他目光扫过海面,寒意凛然,
“否则,太平镇三大武馆的雷霆之怒,就不是他们一个小小的地头蛇能承受的了!別怪我们不客气!”
三位主事者身上瞬间腾起一股无形的肃杀之气,仿佛给这艘疾驰的快船更添了几分破浪斩棘的锋锐。
其他弟子感受到这股气势,也都不自觉地挺直了腰背。
江源微微垂首,掩去眼底一闪而过的冷意。
第一步,成了。
无论水鬼背后是谁,王家这顿敲打,甚至可能是灭顶之灾,都已在路上。
飞鱼船速度极快,一切顺利,海风鼓盪,船行如飞。
距离海星市越来越近。
。。。。。
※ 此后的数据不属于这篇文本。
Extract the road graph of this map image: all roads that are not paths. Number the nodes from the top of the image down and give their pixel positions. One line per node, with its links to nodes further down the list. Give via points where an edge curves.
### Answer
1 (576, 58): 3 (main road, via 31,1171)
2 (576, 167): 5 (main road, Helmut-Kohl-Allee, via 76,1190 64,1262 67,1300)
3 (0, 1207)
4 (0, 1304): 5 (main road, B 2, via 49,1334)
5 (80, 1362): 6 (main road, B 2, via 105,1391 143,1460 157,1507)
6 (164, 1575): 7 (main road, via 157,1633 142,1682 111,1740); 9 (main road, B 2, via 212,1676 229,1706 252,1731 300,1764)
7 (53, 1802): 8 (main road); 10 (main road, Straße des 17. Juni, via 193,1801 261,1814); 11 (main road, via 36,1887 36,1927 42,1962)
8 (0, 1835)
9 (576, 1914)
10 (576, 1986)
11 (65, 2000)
。
海星市,下湾里。
中午的海风带著咸腥,却吹不散下湾里码头上空那层粘稠得化不开的恐惧。
阳光將破败的船阵、晾晒的破渔网和一张张愁苦绝望的脸染上一层不祥的暗红。
空气里瀰漫著鱼腥、海水的咸涩,还有一种更深沉的、源自內心的腐朽气息。
那是长久压抑的绝望和死亡临近的味道。
下湾里不復往日的喧囂。
一日之计在於晨,却並无人出海捕鱼。
泊位上挤满了大大小小的渔船,大多帆布垂落,船身隨著海浪轻轻摇晃,如同搁浅垂死的巨兽。
寥寥几个船民缩在船头或避风的角落里,眼神空洞地望著海面,或者更准確地说,望著那吞噬了无数亲邻、未知而恐怖的深海。
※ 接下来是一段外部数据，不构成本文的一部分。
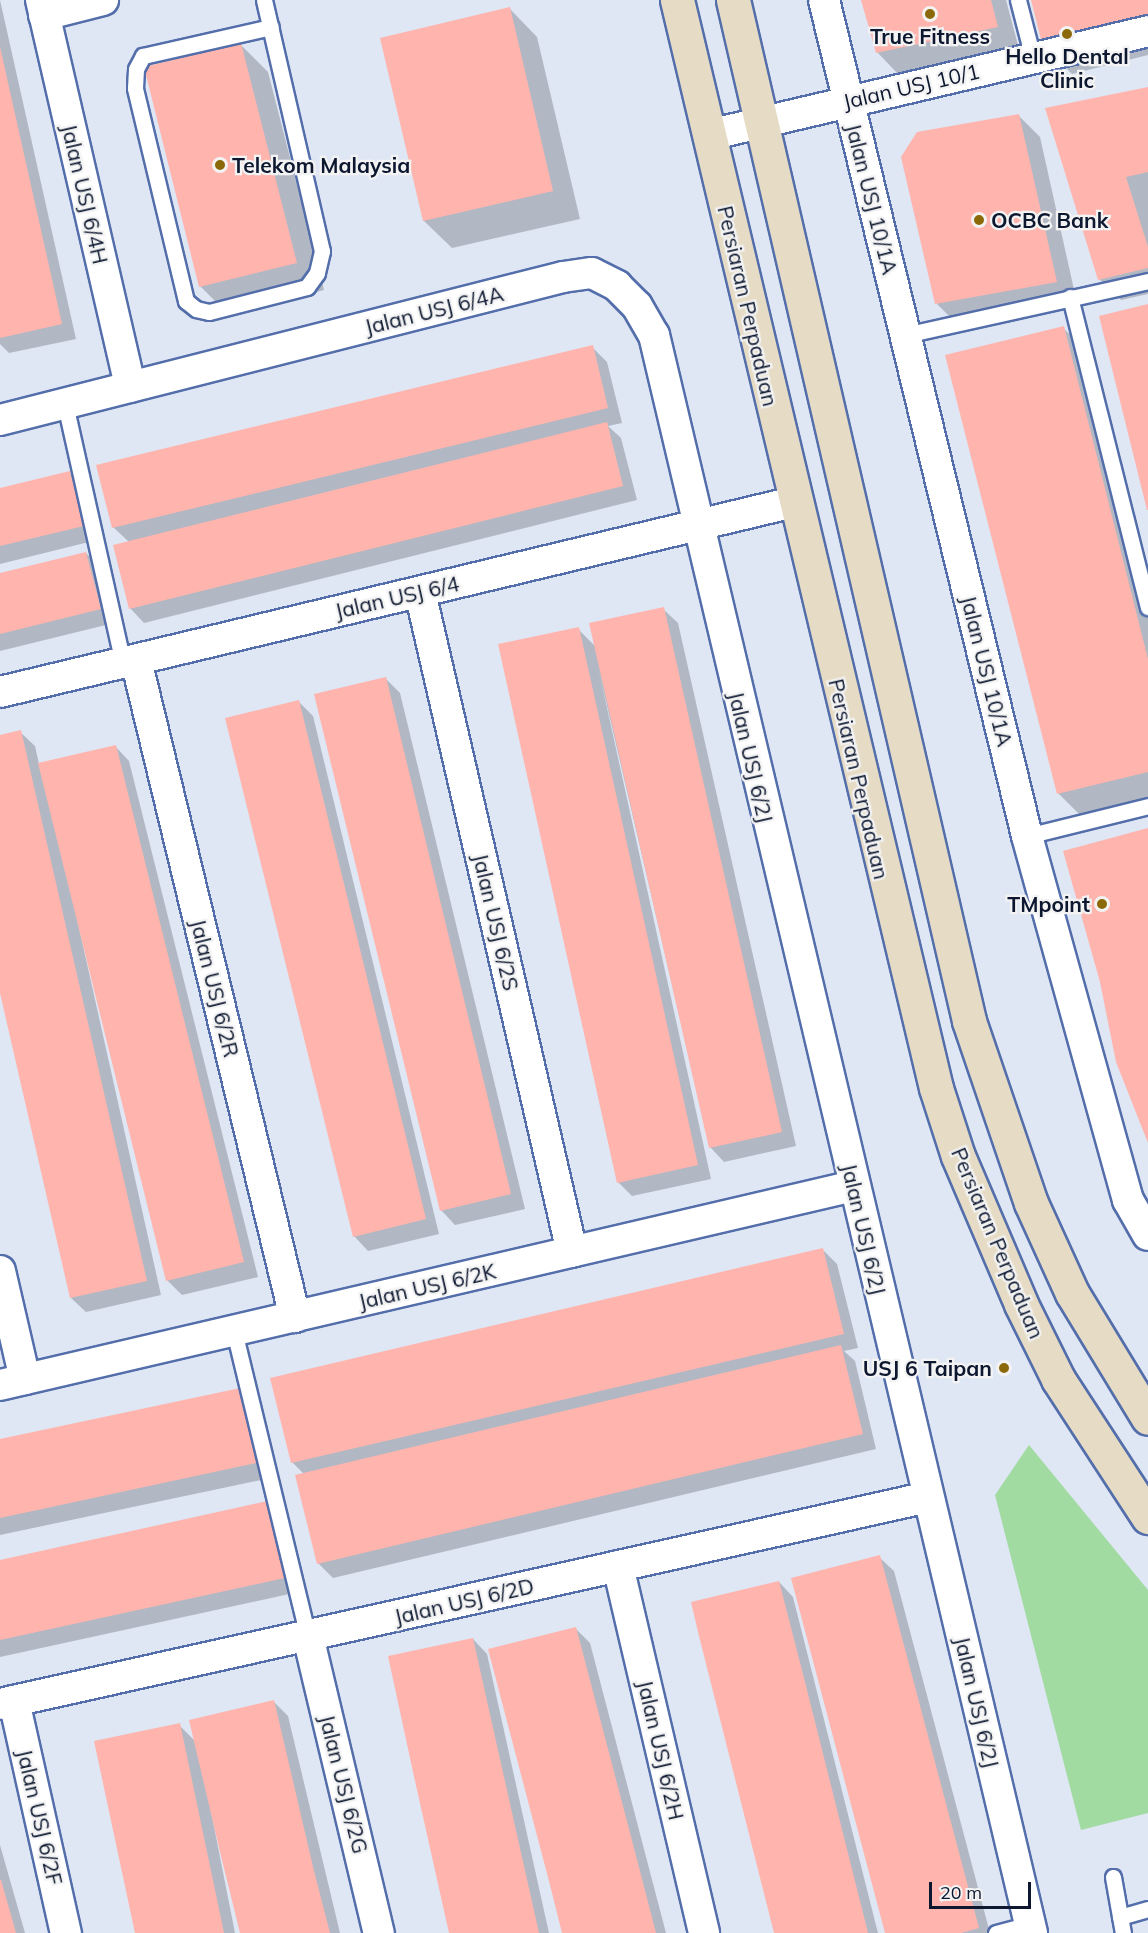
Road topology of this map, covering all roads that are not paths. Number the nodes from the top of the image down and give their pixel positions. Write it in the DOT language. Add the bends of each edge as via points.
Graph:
graph roads {
  1 [pos="103,0"];
  2 [pos="264,0"];
  3 [pos="677,0"];
  4 [pos="733,0"];
  5 [pos="824,0"];
  6 [pos="1018,0"];
  7 [pos="43,8"];
  8 [pos="270,27"];
  9 [pos="1148,31"];
  10 [pos="1033,58"];
  11 [pos="848,100"];
  12 [pos="763,122"];
  13 [pos="708,135"];
  14 [pos="1148,281"];
  15 [pos="1070,297"];
  16 [pos="905,335"];
  17 [pos="130,387"];
  18 [pos="65,404"];
  19 [pos="0,420"];
  20 [pos="794,502"];
  21 [pos="696,526"];
  22 [pos="420,592"];
  23 [pos="1148,607"];
  24 [pos="130,661"];
  25 [pos="0,693"];
  26 [pos="1148,806"];
  27 [pos="1027,836"];
  28 [pos="854,1186"];
  29 [pos="1148,1234"];
  30 [pos="572,1252"];
  31 [pos="0,1271"];
  32 [pos="295,1317"];
  33 [pos="234,1330"];
  34 [pos="13,1382"];
  35 [pos="1148,1418"];
  36 [pos="928,1497"];
  37 [pos="1148,1517"];
  38 [pos="618,1566"];
  39 [pos="308,1636"];
  40 [pos="7,1703"];
  41 [pos="1113,1877"];
  42 [pos="1148,1910"];
  43 [pos="1120,1917"];
  44 [pos="1031,1929"];
  45 [pos="66,1933"];
  46 [pos="380,1933"];
  47 [pos="704,1933"];
  48 [pos="996,1933"];
  49 [pos="1123,1933"];
  1 -- 7 [label="street"];
  2 -- 8 [label="lane"];
  3 -- 13 [label="main road, Persiaran Perpaduan"];
  4 -- 12 [label="main road"];
  5 -- 11 [label="street, Jalan USJ 10/1A"];
  6 -- 10 [label="lane"];
  7 -- 17 [label="street, Jalan USJ 6/4H"];
  8 -- 8 [label="lane" via="322,251 317,273 307,287 209,312 196,309 186,301 135,88 136,69 143,56"];
  9 -- 10 [label="street, Jalan USJ 10/1"];
  10 -- 11 [label="street, Jalan USJ 10/1"];
  11 -- 12 [label="street, Jalan USJ 10/1"];
  11 -- 16 [label="street, Jalan USJ 10/1A"];
  12 -- 13 [label="street, Jalan USJ 10/1"];
  12 -- 35 [label="main road" via="972,1031 1031,1203 1078,1303"];
  13 -- 20 [label="main road, Persiaran Perpaduan"];
  14 -- 15 [label="lane"];
  15 -- 16 [label="lane"];
  15 -- 23 [label="lane"];
  16 -- 27 [label="street, Jalan USJ 10/1A"];
  17 -- 18 [label="street, Jalan USJ 6/4A"];
  17 -- 21 [label="street, Jalan USJ 6/4A" via="563,277 592,273 617,286 637,306 654,335"];
  18 -- 19 [label="street, Jalan USJ 6/4A"];
  18 -- 24 [label="lane"];
  20 -- 21 [label="street, Jalan USJ 6/4"];
  20 -- 37 [label="main road, Persiaran Perpaduan" via="916,1018 958,1156 1058,1379"];
  21 -- 22 [label="street, Jalan USJ 6/4"];
  21 -- 28 [label="street, Jalan USJ 6/2J"];
  22 -- 24 [label="street, Jalan USJ 6/4"];
  22 -- 30 [label="street, Jalan USJ 6/2S"];
  24 -- 25 [label="street, Jalan USJ 6/4"];
  24 -- 32 [label="street, Jalan USJ 6/2R"];
  26 -- 27 [label="lane"];
  27 -- 29 [label="street, Jalan USJ 10/1A" via="1128,1200"];
  28 -- 30 [label="street, Jalan USJ 6/2K"];
  28 -- 36 [label="street, Jalan USJ 6/2J"];
  30 -- 32 [label="street, Jalan USJ 6/2K"];
  31 -- 34 [label="street"];
  32 -- 33 [label="street, Jalan USJ 6/2K"];
  33 -- 34 [label="street, Jalan USJ 6/2K"];
  33 -- 39 [label="lane"];
  36 -- 38 [label="street, Jalan USJ 6/2D"];
  36 -- 44 [label="street, Jalan USJ 6/2J"];
  38 -- 39 [label="street, Jalan USJ 6/2D"];
  38 -- 47 [label="street, Jalan USJ 6/2H"];
  39 -- 40 [label="street, Jalan USJ 6/2D"];
  39 -- 46 [label="street, Jalan USJ 6/2G"];
  40 -- 45 [label="street, Jalan USJ 6/2F"];
  41 -- 43 [label="lane"];
  42 -- 43 [label="lane"];
  43 -- 49 [label="lane"];
  44 -- 48 [label="lane"];
}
每一次浪涛拍岸,都像拍在人们紧绷的心弦上,引来一阵压抑的抽气。
“听说了吗?”一个鬍子拉碴、眼窝深陷的老渔民声音嘶哑,像是砂纸摩擦,“老刘头家的大小子。。。。。。昨天出海,再也没回来。”
旁边一个抱著膝盖、身体微微发抖的中年汉子猛地抬头,布满血丝的眼睛里全是惊悸:“又。。。。。。又一个?前天是东头陈家的媳妇,大前天是。。。。。。老天爷啊,这到底什么时候是个头啊!”
他的声音带著哭腔,最后一句几乎是吼出来的,却迅速被海风吹散,显得虚弱无力。
“逃吧!”角落里,一个年轻些的后生猛地站起来,脸上是歇斯底里的恐惧,“再待下去,下一个指不定就轮到咱们谁了!这鬼地方待不得了!”
“往哪逃?”老渔民猛地抬头,呛了一口冷风,不断咳嗽起来,“太平镇?那是贵族老爷们的地盘,咱们这些穷船民,去了连个落脚的地儿都没有!只能飘在海上,跟在这儿等死有什么区別?谁会收留我们?”
他的话像一盆冷水,浇熄了年轻人眼中刚刚燃起的一丝火星。
绝望的沉默再次笼罩。
死亡的阴影如同无形的巨网,笼罩著每一个喘气的人。
“是啊。。。。。。能逃哪去。。。。。。”那年轻后生颓然坐下,抱著头,“除非。。。。。。像罗家那样。。。。。。”
“罗家?”提到这个名字,几个人的目光瞬间聚焦过来。
抱著膝盖的中年汉子语气里充满了难以置信的羡慕,还夹杂著一丝不甘:“罗浪浪那小子,真是走了大运了!我听上二狗说,罗家一家子,连老带小,都被接到太平镇去了!就住在江大朗的新宅里!”
“江大朗?江源?”
老渔民浑浊的眼睛里闪过一丝光芒,“对!是他!他现在可不得了!拜在了太平镇三大武馆之一的周氏武馆门下,还是馆主周铁山的关门弟子!听说在武馆里地位高得很,连那些老资格的师兄都对他客客气气!真正的核心弟子!一步登天啊!”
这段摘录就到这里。